Journal of the NACAA
ISSN 2158-9429
Volume 7, Issue 1 - May, 2014

Editor:

Bilingual Workshops on a Systems Approach to Plant Disease Prevention in Oregon Nurseries

Santamaria, L., Nursery Crops Extension Specialist & Assistant Professor, Oregon State University, North Willamette Research & Extension Center
Uribe, G., Education Program Assistant, Oregon State University, North Willamette Research & Extension Center

ABSTRACT

A workforce that is well trained and knowledgeable in disease recognition and prevention is key to having a successful disease management program in any crop production operation. Workers need training to identify problems and continue being updated on best management practices. Also, teaching and training resources must be appropriately designed for the target audience. The Oregon nursery and greenhouse industry is among the largest in the country and there is a need for the predominantly Hispanic workforce to receive training in many of the new sanitation and disease prevention practices being developed. The goal of this program was to provide background information and training on a systems approach to disease prevention and management targeting the Spanish-speaking workers in Oregon nurseries and to evaluate change in knowledge as a result of participation in training workshops. This was achieved using a pre- and post- workshop evaluation survey. Evaluation results show high ratings from participants for the overall value of these workshops and a significant increase in their understanding of key concepts provided during the trainings.


INTRODUCTION

The nursery, greenhouse, and tree farm industry in Oregon was the state’s first billion-dollar farm gate agricultural sector in 2007 (Oregon Agriculture & Fisheries Statistics, 2008) but, the Great Recession produced significant change. Between 2007 and 2010, more than 30% of the industry’s farm gate value was lost, many nurseries closed, and the workforce was reduced (Oregon Agriculture & Fisheries Statistics, 2011). However, production value has been on the rise, and by 2012, the industry had recovered modestly to a farm gate of $745 million (Oregon Agriculture and Fisheries Statistics, 2013). The total number of nursery/greenhouse operations in the state remained at 1,800 during 2010 with 20,600 full- and part-time employees (Oregon Nursery and Greenhouse Survey, 2010). Historically, large portions of the front-line nursery employees in Oregon have been Hispanic workers (U.S. Census Bureau; Mathers, 2003). Current estimates from several of the participating nurseries indicate their Hispanic worker composition is near or above 90% (personal communication).
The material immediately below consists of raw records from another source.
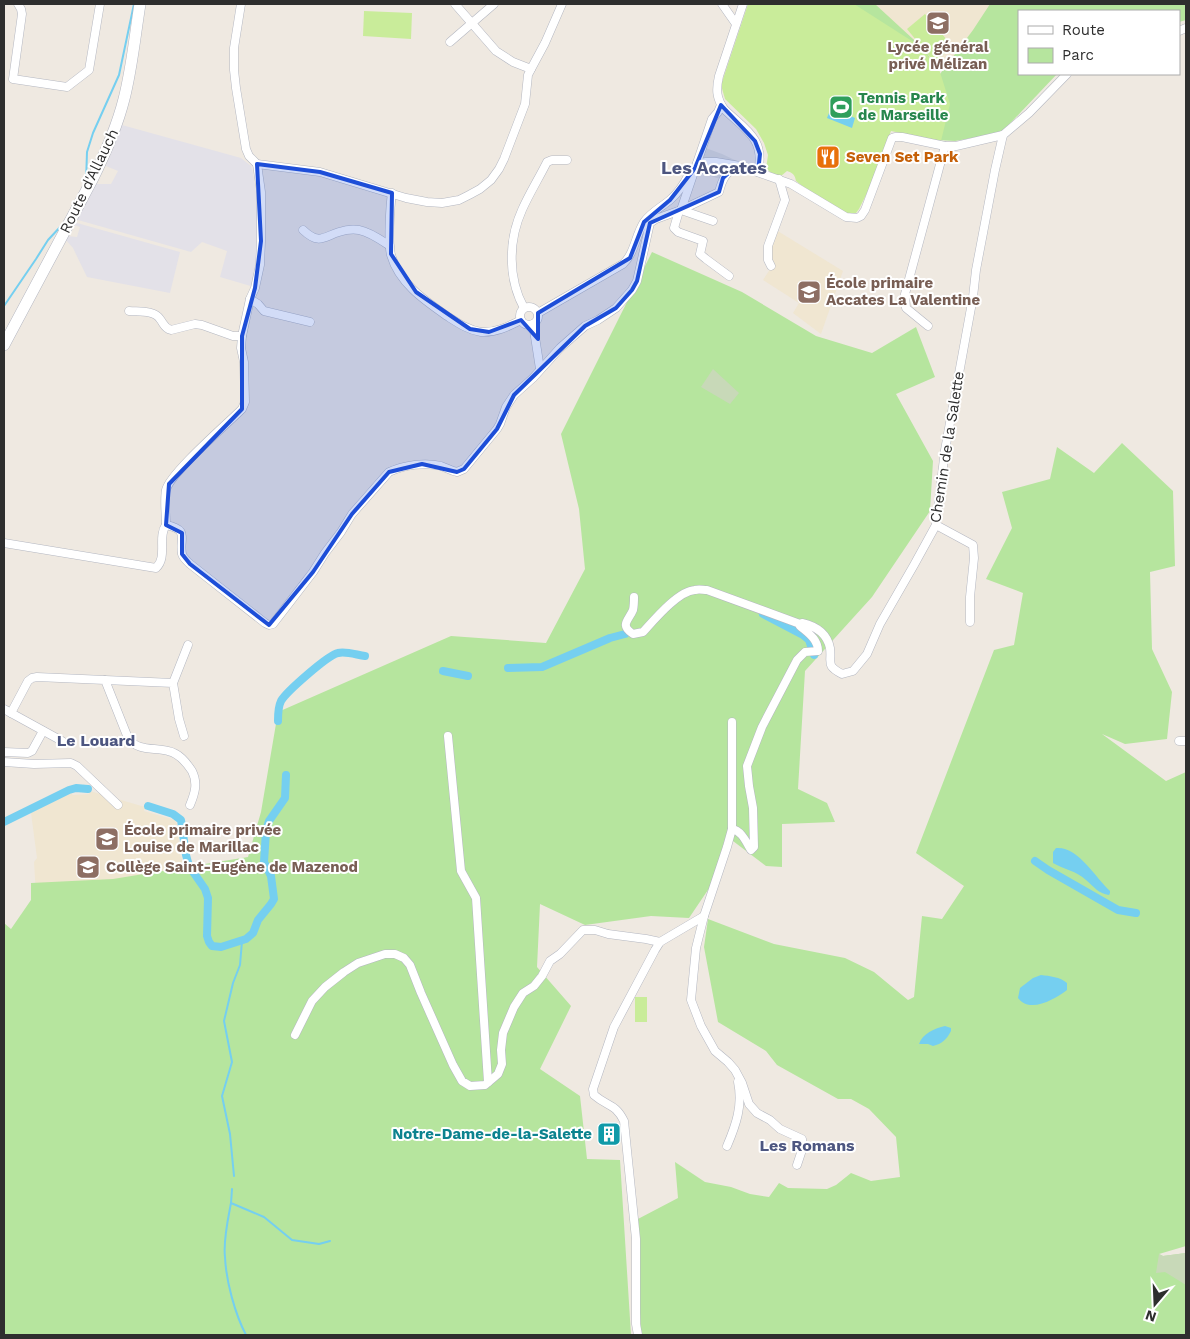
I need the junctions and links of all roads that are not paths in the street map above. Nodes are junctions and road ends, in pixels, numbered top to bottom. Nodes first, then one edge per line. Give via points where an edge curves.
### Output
1 (18, 4) edge
2 (100, 4) edge
3 (140, 4) edge
4 (241, 4) edge
5 (455, 4) edge
6 (494, 4) edge
7 (562, 4) edge
8 (722, 4) edge
9 (743, 4) edge
10 (472, 23) junction
11 (736, 24) junction
12 (450, 42) dead end
13 (530, 69) junction
14 (1066, 75) edge
15 (4, 78) edge
16 (13, 79) junction
17 (721, 105) junction
18 (1003, 136) junction
19 (945, 146) junction
20 (700, 155) junction
21 (568, 160) dead end
22 (716, 162) junction
23 (257, 164) junction
24 (696, 166) junction
25 (740, 166) junction
26 (758, 172) junction
27 (779, 179) junction
28 (392, 194) junction
29 (680, 211) junction
30 (713, 221) dead end
31 (303, 230) dead end
32 (390, 246) junction
33 (630, 258) junction
34 (642, 261) junction
35 (771, 266) dead end
36 (729, 276) dead end
37 (250, 299) junction
38 (524, 308) junction
39 (129, 311) dead end
40 (538, 314) junction
41 (521, 320) junction
42 (310, 322) dead end
43 (533, 324) junction
44 (928, 326) dead end
45 (242, 336) junction
46 (4, 345) edge
47 (540, 369) junction
48 (166, 525) junction
49 (936, 525) junction
50 (4, 543) edge
51 (634, 597) dead end
52 (970, 622) dead end
53 (800, 624) junction
54 (188, 644) dead end
55 (105, 680) junction
56 (173, 684) junction
57 (7, 711) edge
58 (732, 722) dead end
59 (43, 730) junction
60 (184, 736) dead end
61 (448, 736) dead end
62 (62, 741) dead end
63 (4, 752) edge
64 (4, 762) edge
65 (118, 805) dead end
66 (190, 805) dead end
67 (732, 829) junction
68 (704, 916) junction
69 (660, 942) junction
70 (295, 1035) dead end
71 (735, 1070) junction
72 (488, 1082) junction
73 (727, 1146) dead end
74 (797, 1165) dead end
75 (638, 1335) edge

1 - 16 street via 22,14
2 - 16 street via 89,70 67,87
3 - 46 main road, Route d'Allauch via 124,98 105,155
4 - 23 street via 234,48 236,88 246,149
5 - 10 street
6 - 10 street
7 - 13 street
8 - 11 street
9 - 11 street
10 - 12 street
10 - 13 street via 496,51
11 - 17 street via 717,86
13 - 28 street via 525,104 504,159 491,180 480,190 459,200 442,203
14 - 18 street
15 - 16 street
17 - 20 street via 712,119
17 - 26 street via 755,141 760,154
18 - 19 street
18 - 49 street, Chemin de la Salette via 976,270 945,450
19 - 27 street via 892,138 865,210 856,218 846,217
19 - 44 street via 905,294 906,308
20 - 22 street
20 - 24 street
21 - 38 street via 547,162 517,222 512,266
22 - 24 street
22 - 25 street
23 - 28 street via 320,172
23 - 37 street via 262,241 260,265
24 - 29 street
24 - 33 street via 684,185 644,222
25 - 26 street
25 - 29 street via 726,174 718,192
26 - 27 street
27 - 35 street via 785,200 768,246
28 - 32 street
29 - 30 street
29 - 34 street via 650,223
29 - 36 street via 674,228 703,241 700,254
31 - 32 street via 320,239 338,232 360,230
32 - 41 street via 395,263 408,284 424,300 460,325 489,332
33 - 34 street
33 - 40 street
34 - 47 street via 638,281 616,308 585,326
37 - 42 street via 264,311
37 - 45 street
38 - 40 street via 533,308
38 - 41 street
39 - 45 street via 150,312 171,330 195,324
40 - 43 street
41 - 43 street
43 - 47 street
45 - 48 street via 245,402 242,409 182,467 169,484 166,490
47 - 48 street via 510,399 497,429 464,470 457,472 422,464 389,472 352,514 273,624 269,625 248,610 190,564 182,554 182,533
48 - 50 street via 161,558 156,568
49 - 52 street via 973,545
49 - 53 street, Chemin de la Salette via 880,624 867,654 854,671 842,674 833,670 830,647 824,634
51 - 53 street via 633,610 626,625 633,634 644,632 671,603 695,590 707,590
53 - 67 street via 815,639 818,651 805,652 797,660 762,727 748,766 754,847 751,850 740,834
54 - 56 street
55 - 56 street
55 - 57 street via 32,678
55 - 66 street via 132,743 169,750 185,761 195,777 195,795
56 - 60 street
57 - 59 street
58 - 67 street
59 - 62 street
59 - 63 street via 32,751
61 - 72 street via 461,871 476,898
64 - 65 street via 71,763
67 - 68 street
68 - 69 street
68 - 71 street via 696,948 691,1000 708,1040
69 - 72 street via 583,930 550,961 542,976 514,1007 503,1033 502,1064 498,1074
69 - 75 street via 614,1027 593,1089 594,1095 619,1111 624,1121 636,1239
70 - 72 street via 312,1001 331,982 358,963 384,954 395,954 410,965 462,1081 470,1086
71 - 73 street via 740,1105
71 - 74 street via 749,1104 757,1113 802,1139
Disease management in any plant production system is critical for success. Proper identification, monitoring, prevention, and sanitation are essential steps for successful disease management strategies. Additionally, as more knowledge about diseases and how they spread becomes available, changes in production practices are needed. New methods to mitigate losses resulting from diseases in nursery and greenhouse settings are being continually developed and assessed by researchers using scientific approaches. The results and newly developed methods are then disseminated to the industry (e.g. Griesbach et al., 2012). Resources such as these can be of great help, but in order for them to be successfully implemented, the information needs to make its way to the front-line workers. The Hispanic workforce is often the front line in identifying problems in nurseries. They can play a greater role to improve production, but only if they are properly trained and they know what they are looking for.
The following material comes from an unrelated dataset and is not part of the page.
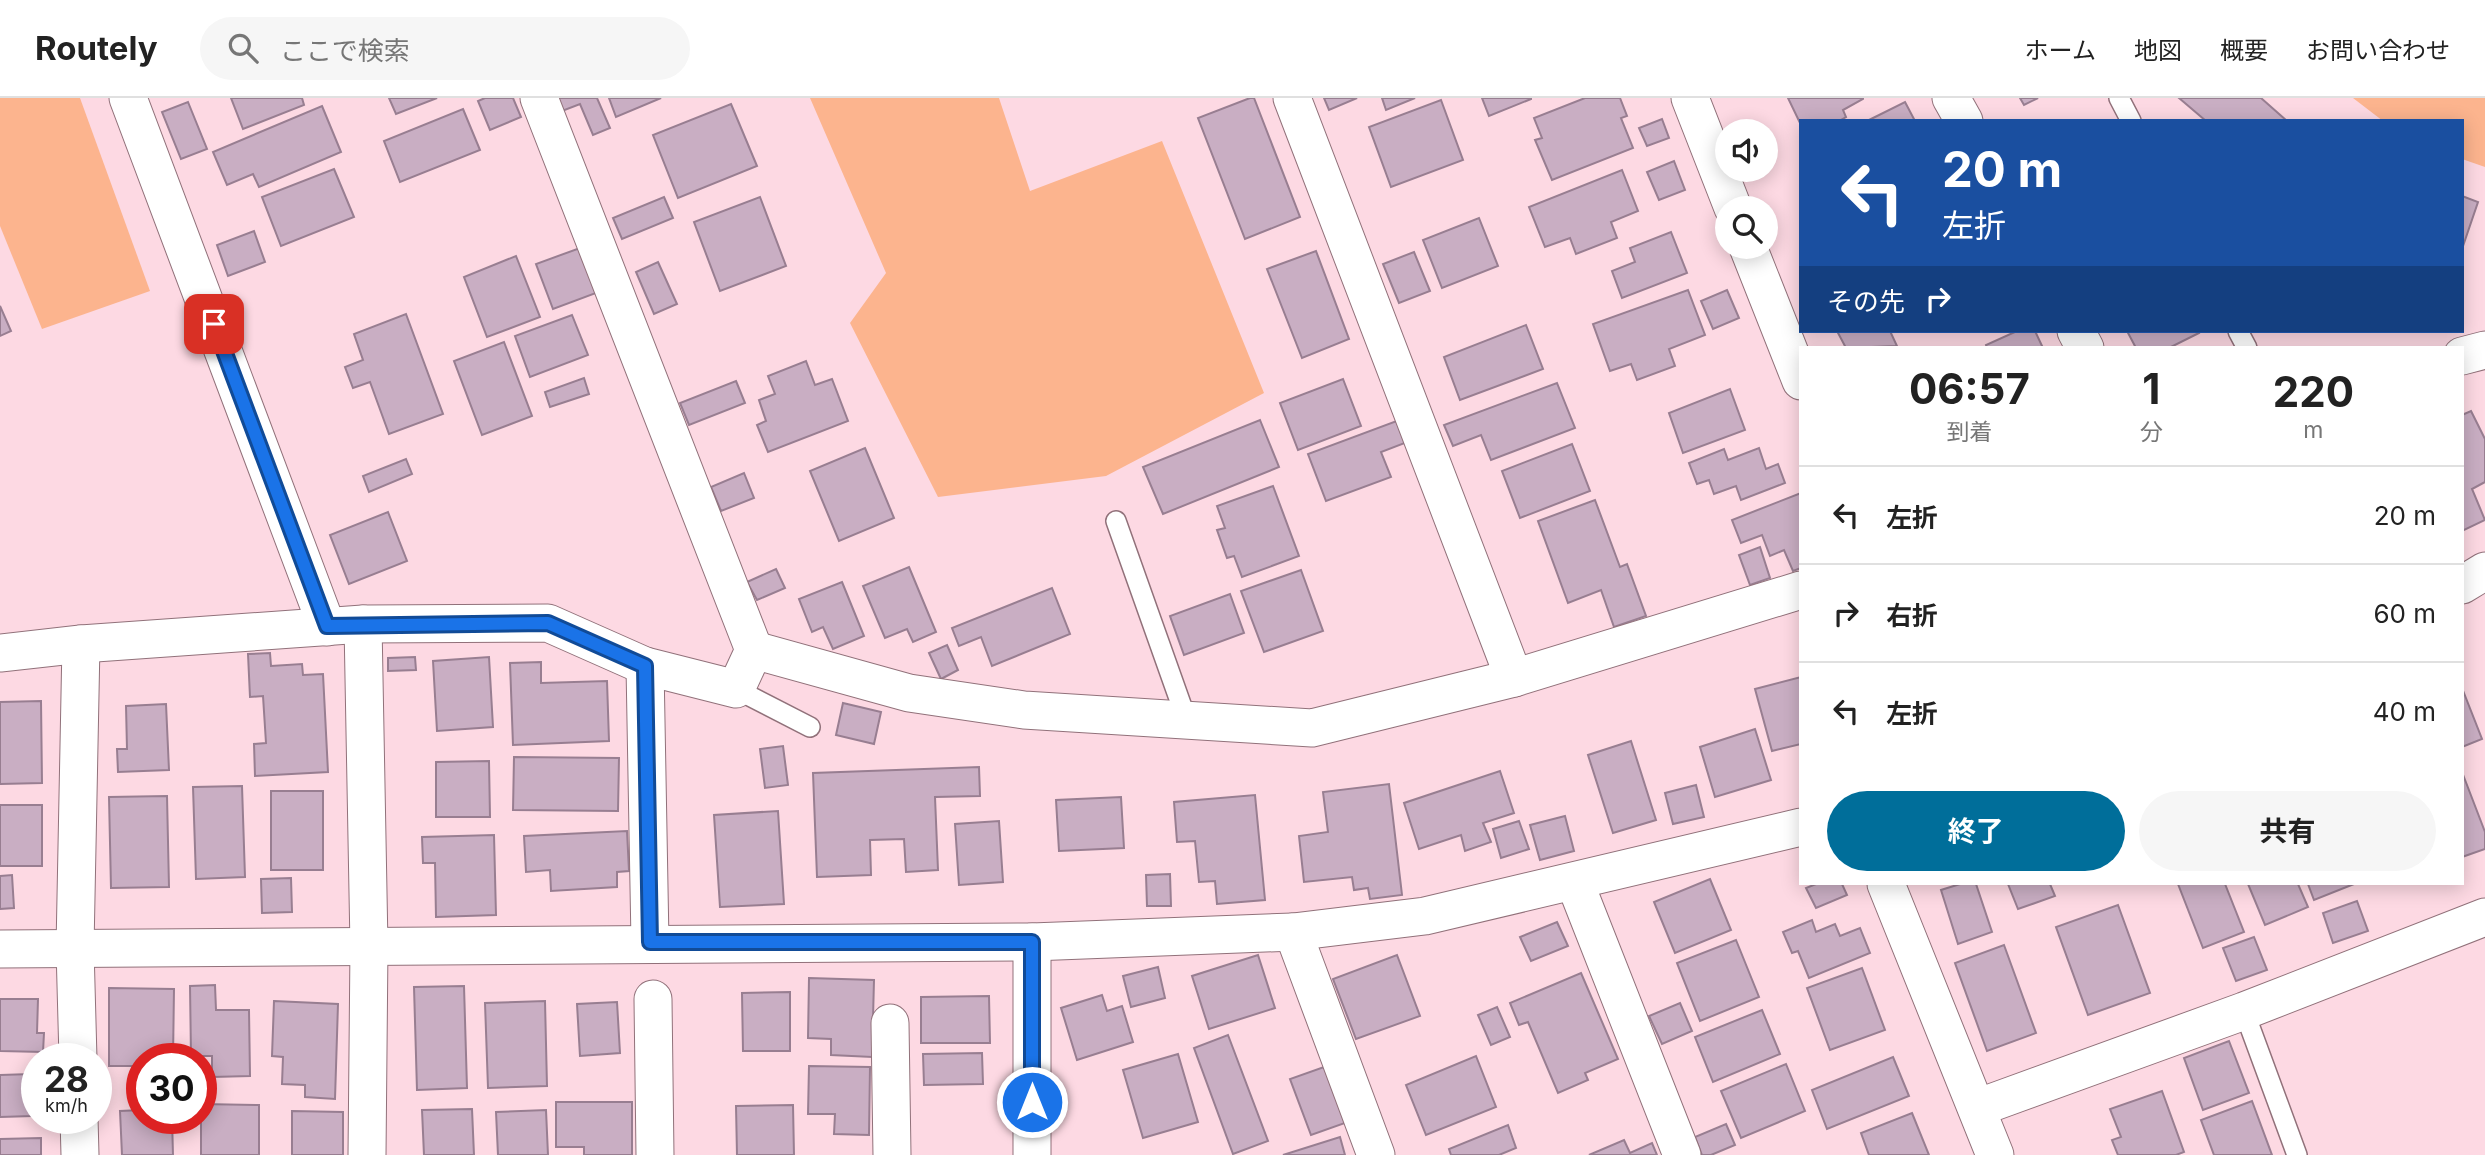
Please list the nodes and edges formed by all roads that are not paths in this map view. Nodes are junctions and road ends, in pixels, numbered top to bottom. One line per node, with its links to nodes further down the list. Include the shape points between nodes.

In Oregon, it has been the authors’ experience that many of the nursery laborers do not speak English fluently and may also lack a basic understanding of plant biology and science. The language barrier can hinder and prevent the adoption of new disease prevention strategies and practices. Additionally, in many cases, the workers may not have high school educations (U.S. Census Bureau, Quarterly Workforce Indicators Data). Even when managers have access to reference materials, many of the details can get lost in translation when attempting to convey it to their workers. When information in Spanish is available, literal translations of technical materials are still difficult to follow, especially for anyone without an educational background in botany or horticulture.

The goal of these workshops was to design and deliver nursery disease management information in English and Spanish directly to the workers in a concise and straightforward manner that would allow them to make use of the information and apply it in their workplace. The information presented consisted of preventative methods in the context of a systems approach that will help minimize the risk of introducing new diseases. Participants learned to identify critical control points specific to their production system. As discussed elsewhere (Griesbach et al., 2012; Parke & Grünwald, 2012), the systems approach focuses on prevention, rather than crisis management. Therefore, taking proper precautions was emphasized.
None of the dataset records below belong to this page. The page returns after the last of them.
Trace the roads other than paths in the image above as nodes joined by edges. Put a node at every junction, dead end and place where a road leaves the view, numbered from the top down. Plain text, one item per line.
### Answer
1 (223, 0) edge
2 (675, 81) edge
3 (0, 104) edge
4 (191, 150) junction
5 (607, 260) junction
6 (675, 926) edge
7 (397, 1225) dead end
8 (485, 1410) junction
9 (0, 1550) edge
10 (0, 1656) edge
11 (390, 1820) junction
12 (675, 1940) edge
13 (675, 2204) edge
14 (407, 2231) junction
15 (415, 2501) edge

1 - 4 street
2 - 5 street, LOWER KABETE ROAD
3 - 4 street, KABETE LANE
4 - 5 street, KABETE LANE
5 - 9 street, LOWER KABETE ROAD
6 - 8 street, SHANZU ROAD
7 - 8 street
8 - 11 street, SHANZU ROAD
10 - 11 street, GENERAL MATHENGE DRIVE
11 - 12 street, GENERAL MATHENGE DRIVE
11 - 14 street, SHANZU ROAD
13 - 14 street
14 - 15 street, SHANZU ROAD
Included in these workshops was a brief introduction to microorganisms, their ubiquity, and methods of dispersal. Large portions of the workforce lack high school degrees so for many of the participants, this was their first exposure to concepts of biology, microbiology, and plant pathology. For example, participants were introduced to the concepts of the disease triangle and disease cycles. Another goal was to drive home the importance of sanitation and the ease with which pathogens can be inadvertently spread. To help them visualize, participants were given potato dextrose agar culture plates to allow them to sample surfaces that they thought were clean.

After the trainings, many of the workers expressed that understanding the background and theory behind sanitary protocols compelled them to follow those procedures because the procedures no longer seemed arbitrary. The participants were also able to identify other critical control points that needed improvement in their nurseries because of their increased understanding of these concepts. So, as the nursery and greenhouse industry emerges from difficult times, there is keen interest to control costs and improve production efficiencies. Many nurseries see an opportunity to provide worker training as a way to prepare their workforce to play a larger role in helping their enterprises flourish in the future.

METHODS

Workshops & Data Collection. Nine, nursery systems approach workshops took place between December 2012 and August 2013 at six nurseries in the Willamette Valley. Workshops were offered in English or Spanish, but only one nursery requested a workshop in English. The workshop in English was for the managers and growers from a nursery who wanted to be familiar with the information that their workers would be receiving. Because the purpose of that specific workshop was not to train the participants, data collected from that workshop was not used in our analyses.

The workshops ran for three hours. A total of 102 nursery workers participated. Each of the workshop participants was provided a voluntary evaluation form. The first part consisted of an overall workshop evaluation in which participants evaluated the workshop based on three questions (Figure 1). The second part of the survey was a self-evaluation of how knowledgeable the workers felt about topics discussed in the workshop (Figure 2).

Basic biological concepts about pathogens and epidemiology were presented, as well as activities that allowed the participants to discuss ideas with coworkers from different areas of the production process, allowing them to interact with each other. Once the workshop was completed, the participants were asked to re-evaluate how knowledgeable they felt about those same concepts.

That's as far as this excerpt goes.